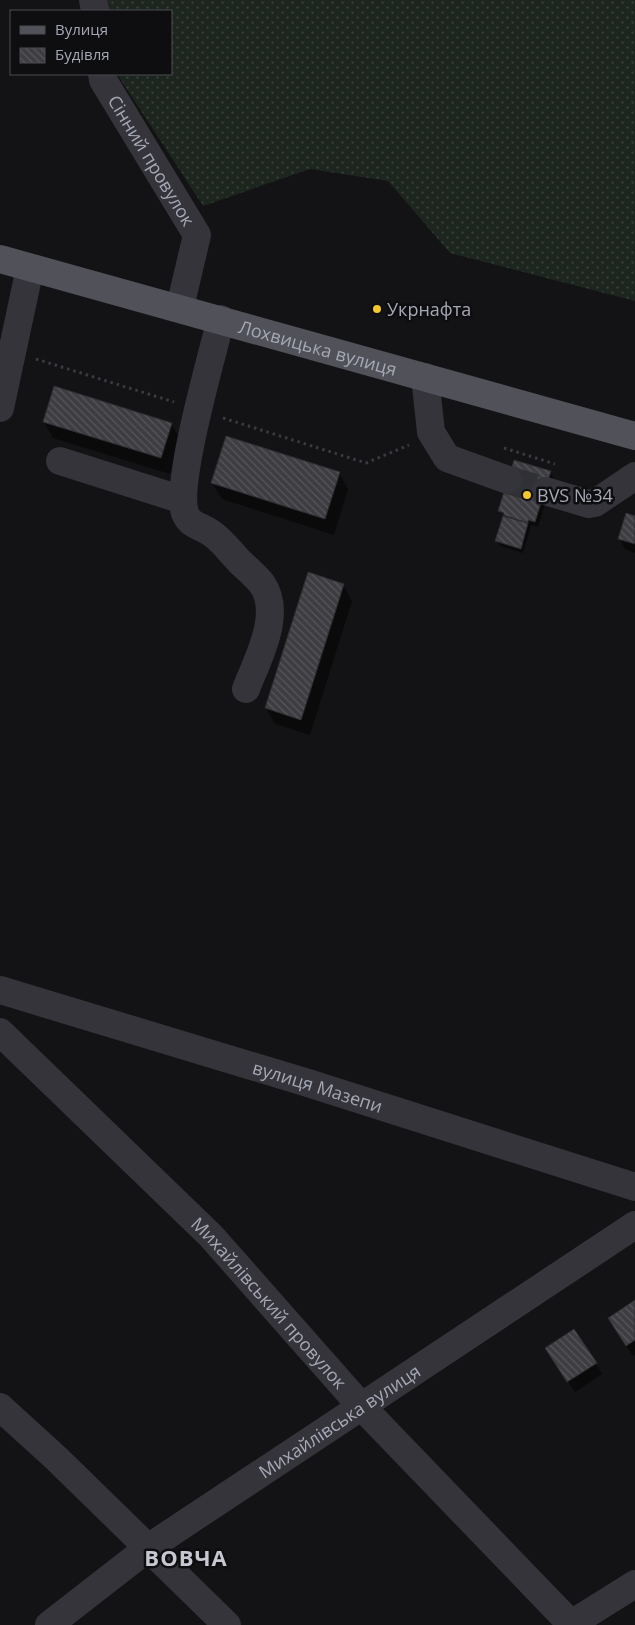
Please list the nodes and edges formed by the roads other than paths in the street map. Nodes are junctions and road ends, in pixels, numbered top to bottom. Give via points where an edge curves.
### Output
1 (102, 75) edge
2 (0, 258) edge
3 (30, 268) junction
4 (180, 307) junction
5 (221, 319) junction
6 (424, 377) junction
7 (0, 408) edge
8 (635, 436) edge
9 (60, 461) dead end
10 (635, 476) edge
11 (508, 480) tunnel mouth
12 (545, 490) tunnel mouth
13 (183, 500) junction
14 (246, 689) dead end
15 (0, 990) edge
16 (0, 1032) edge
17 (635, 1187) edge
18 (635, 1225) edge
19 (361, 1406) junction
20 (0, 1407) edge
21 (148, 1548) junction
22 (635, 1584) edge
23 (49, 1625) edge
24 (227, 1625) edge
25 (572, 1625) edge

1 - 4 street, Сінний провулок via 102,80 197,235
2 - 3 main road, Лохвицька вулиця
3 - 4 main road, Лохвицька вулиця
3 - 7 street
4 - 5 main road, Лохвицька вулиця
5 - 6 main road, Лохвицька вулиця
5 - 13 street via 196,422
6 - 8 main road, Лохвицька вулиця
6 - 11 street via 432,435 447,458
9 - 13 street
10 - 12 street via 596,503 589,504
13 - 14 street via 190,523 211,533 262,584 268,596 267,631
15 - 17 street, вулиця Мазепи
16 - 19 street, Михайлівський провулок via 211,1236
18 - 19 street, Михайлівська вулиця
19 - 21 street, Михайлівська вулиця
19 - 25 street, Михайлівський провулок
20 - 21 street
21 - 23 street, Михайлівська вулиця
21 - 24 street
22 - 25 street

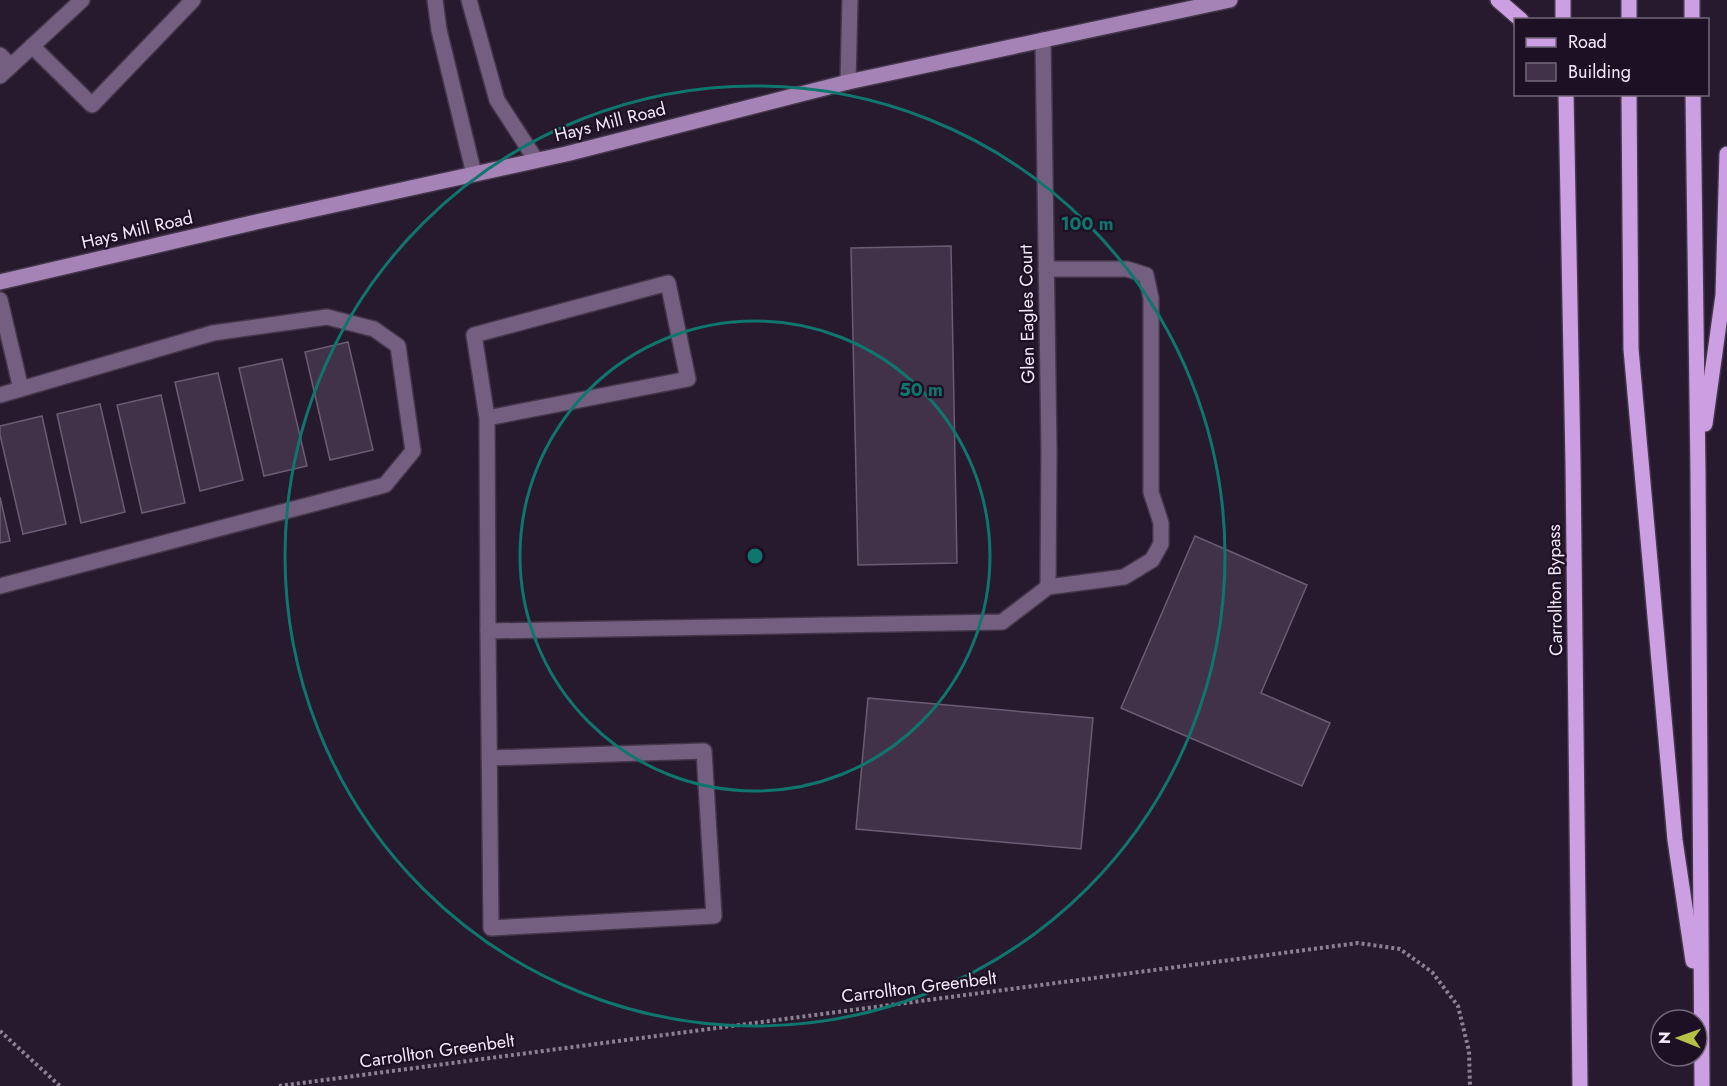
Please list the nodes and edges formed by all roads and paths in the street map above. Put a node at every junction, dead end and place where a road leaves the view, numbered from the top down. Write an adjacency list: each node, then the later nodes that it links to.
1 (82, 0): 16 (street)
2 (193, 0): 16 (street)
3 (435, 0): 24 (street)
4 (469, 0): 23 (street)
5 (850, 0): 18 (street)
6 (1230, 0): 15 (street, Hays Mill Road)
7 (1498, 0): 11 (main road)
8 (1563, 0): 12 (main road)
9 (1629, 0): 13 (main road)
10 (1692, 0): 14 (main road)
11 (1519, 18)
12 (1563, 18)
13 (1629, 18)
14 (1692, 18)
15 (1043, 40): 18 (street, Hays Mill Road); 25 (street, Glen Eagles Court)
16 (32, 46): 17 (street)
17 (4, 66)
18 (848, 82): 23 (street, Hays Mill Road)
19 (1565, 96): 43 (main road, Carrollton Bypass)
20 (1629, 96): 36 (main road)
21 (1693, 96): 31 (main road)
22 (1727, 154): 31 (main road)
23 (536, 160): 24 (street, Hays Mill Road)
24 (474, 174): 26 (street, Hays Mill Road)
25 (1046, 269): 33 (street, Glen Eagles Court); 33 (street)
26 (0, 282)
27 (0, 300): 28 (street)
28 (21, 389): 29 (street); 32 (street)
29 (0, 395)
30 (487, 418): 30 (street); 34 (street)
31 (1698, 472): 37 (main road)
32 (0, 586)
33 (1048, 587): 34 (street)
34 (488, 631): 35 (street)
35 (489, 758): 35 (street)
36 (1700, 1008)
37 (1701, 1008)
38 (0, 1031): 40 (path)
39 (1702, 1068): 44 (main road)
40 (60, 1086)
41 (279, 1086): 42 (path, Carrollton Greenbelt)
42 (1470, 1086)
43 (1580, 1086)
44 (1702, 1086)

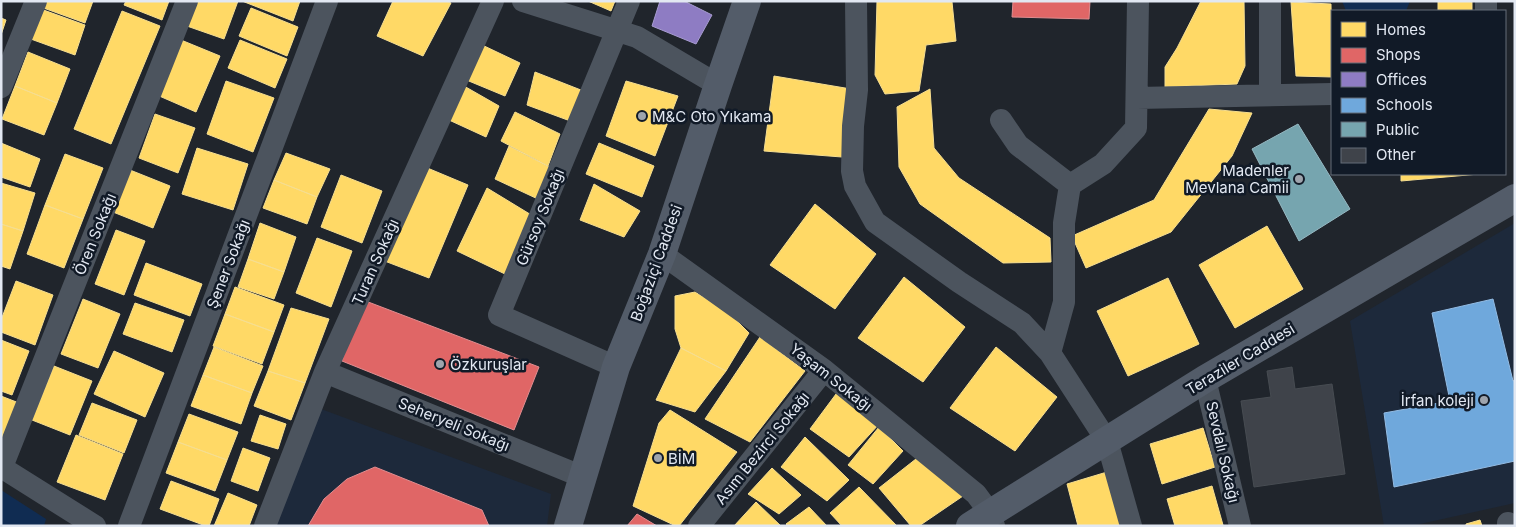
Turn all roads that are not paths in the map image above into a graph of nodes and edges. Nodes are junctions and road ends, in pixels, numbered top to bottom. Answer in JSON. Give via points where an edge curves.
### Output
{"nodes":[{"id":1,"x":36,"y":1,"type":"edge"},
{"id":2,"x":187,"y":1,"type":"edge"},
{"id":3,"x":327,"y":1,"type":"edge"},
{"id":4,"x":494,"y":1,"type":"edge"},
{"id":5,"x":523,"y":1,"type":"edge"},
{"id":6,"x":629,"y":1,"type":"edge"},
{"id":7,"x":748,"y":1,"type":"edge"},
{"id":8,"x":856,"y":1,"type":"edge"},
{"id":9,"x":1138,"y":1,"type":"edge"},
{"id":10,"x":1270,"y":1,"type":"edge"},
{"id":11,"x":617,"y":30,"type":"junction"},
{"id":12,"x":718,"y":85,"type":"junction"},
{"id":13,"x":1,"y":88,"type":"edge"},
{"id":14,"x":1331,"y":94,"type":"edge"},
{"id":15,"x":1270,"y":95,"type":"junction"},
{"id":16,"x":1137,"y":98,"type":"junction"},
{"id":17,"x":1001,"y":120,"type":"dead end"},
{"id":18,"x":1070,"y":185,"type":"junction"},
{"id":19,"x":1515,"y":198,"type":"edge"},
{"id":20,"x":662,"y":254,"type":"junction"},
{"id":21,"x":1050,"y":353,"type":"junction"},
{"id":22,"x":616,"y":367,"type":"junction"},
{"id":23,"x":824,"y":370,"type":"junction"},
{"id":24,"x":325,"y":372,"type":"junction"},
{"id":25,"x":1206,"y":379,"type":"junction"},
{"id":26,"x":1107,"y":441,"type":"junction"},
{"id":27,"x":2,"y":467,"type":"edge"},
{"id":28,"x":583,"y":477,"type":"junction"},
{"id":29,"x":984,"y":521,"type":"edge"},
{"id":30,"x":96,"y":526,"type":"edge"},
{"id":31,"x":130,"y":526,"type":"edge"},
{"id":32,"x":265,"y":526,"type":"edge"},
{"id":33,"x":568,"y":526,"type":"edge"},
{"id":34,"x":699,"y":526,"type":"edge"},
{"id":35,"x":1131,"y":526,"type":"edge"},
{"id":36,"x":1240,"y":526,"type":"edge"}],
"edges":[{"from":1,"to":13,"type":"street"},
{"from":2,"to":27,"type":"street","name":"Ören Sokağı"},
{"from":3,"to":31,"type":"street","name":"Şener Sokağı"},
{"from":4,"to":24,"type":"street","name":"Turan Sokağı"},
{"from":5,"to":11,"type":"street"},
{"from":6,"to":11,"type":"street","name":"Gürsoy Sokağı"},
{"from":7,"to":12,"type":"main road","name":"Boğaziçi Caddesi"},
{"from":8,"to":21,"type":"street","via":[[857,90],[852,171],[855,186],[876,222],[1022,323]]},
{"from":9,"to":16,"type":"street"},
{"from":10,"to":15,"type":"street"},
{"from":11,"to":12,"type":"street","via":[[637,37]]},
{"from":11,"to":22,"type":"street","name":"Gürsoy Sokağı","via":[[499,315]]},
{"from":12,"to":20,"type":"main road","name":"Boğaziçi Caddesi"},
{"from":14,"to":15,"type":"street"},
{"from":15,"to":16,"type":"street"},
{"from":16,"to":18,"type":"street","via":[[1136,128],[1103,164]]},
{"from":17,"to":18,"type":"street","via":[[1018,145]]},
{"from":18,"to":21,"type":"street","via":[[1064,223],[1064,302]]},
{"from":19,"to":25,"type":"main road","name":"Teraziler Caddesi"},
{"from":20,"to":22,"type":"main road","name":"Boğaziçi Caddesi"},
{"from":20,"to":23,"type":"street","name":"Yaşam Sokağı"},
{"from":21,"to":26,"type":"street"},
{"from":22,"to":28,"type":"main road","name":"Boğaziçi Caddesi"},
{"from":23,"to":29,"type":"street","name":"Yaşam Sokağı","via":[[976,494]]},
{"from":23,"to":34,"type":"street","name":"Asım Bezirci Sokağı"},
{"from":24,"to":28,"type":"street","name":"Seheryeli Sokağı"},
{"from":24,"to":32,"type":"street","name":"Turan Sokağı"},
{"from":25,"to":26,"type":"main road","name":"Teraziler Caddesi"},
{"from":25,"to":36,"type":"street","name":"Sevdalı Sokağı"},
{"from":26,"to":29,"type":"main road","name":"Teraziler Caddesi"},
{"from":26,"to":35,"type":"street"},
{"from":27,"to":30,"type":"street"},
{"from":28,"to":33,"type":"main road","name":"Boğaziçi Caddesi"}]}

◆ Task to carry out ◆
Print an exact copy of the lines above, from the one containing "Please list the nodes and edges formed by all" through the one containing "Turn all roads", and leave out the pictures.

◆ Response to the task ◆
Please list the nodes and edges formed by all roads and paths in the street map above. Put a node at every junction, dead end and place where a road leaves the view, numbered from the top down. Write an adjacency list: each node, then the later nodes that it links to.
1 (82, 0): 16 (street)
2 (193, 0): 16 (street)
3 (435, 0): 24 (street)
4 (469, 0): 23 (street)
5 (850, 0): 18 (street)
6 (1230, 0): 15 (street, Hays Mill Road)
7 (1498, 0): 11 (main road)
8 (1563, 0): 12 (main road)
9 (1629, 0): 13 (main road)
10 (1692, 0): 14 (main road)
11 (1519, 18)
12 (1563, 18)
13 (1629, 18)
14 (1692, 18)
15 (1043, 40): 18 (street, Hays Mill Road); 25 (street, Glen Eagles Court)
16 (32, 46): 17 (street)
17 (4, 66)
18 (848, 82): 23 (street, Hays Mill Road)
19 (1565, 96): 43 (main road, Carrollton Bypass)
20 (1629, 96): 36 (main road)
21 (1693, 96): 31 (main road)
22 (1727, 154): 31 (main road)
23 (536, 160): 24 (street, Hays Mill Road)
24 (474, 174): 26 (street, Hays Mill Road)
25 (1046, 269): 33 (street, Glen Eagles Court); 33 (street)
26 (0, 282)
27 (0, 300): 28 (street)
28 (21, 389): 29 (street); 32 (street)
29 (0, 395)
30 (487, 418): 30 (street); 34 (street)
31 (1698, 472): 37 (main road)
32 (0, 586)
33 (1048, 587): 34 (street)
34 (488, 631): 35 (street)
35 (489, 758): 35 (street)
36 (1700, 1008)
37 (1701, 1008)
38 (0, 1031): 40 (path)
39 (1702, 1068): 44 (main road)
40 (60, 1086)
41 (279, 1086): 42 (path, Carrollton Greenbelt)
42 (1470, 1086)
43 (1580, 1086)
44 (1702, 1086)

Turn all roads that are not paths in the map image above into a graph of nodes and edges. Nodes are junctions and road ends, in pixels, numbered top to bottom. Answer in JSON. Give via points where an edge curves.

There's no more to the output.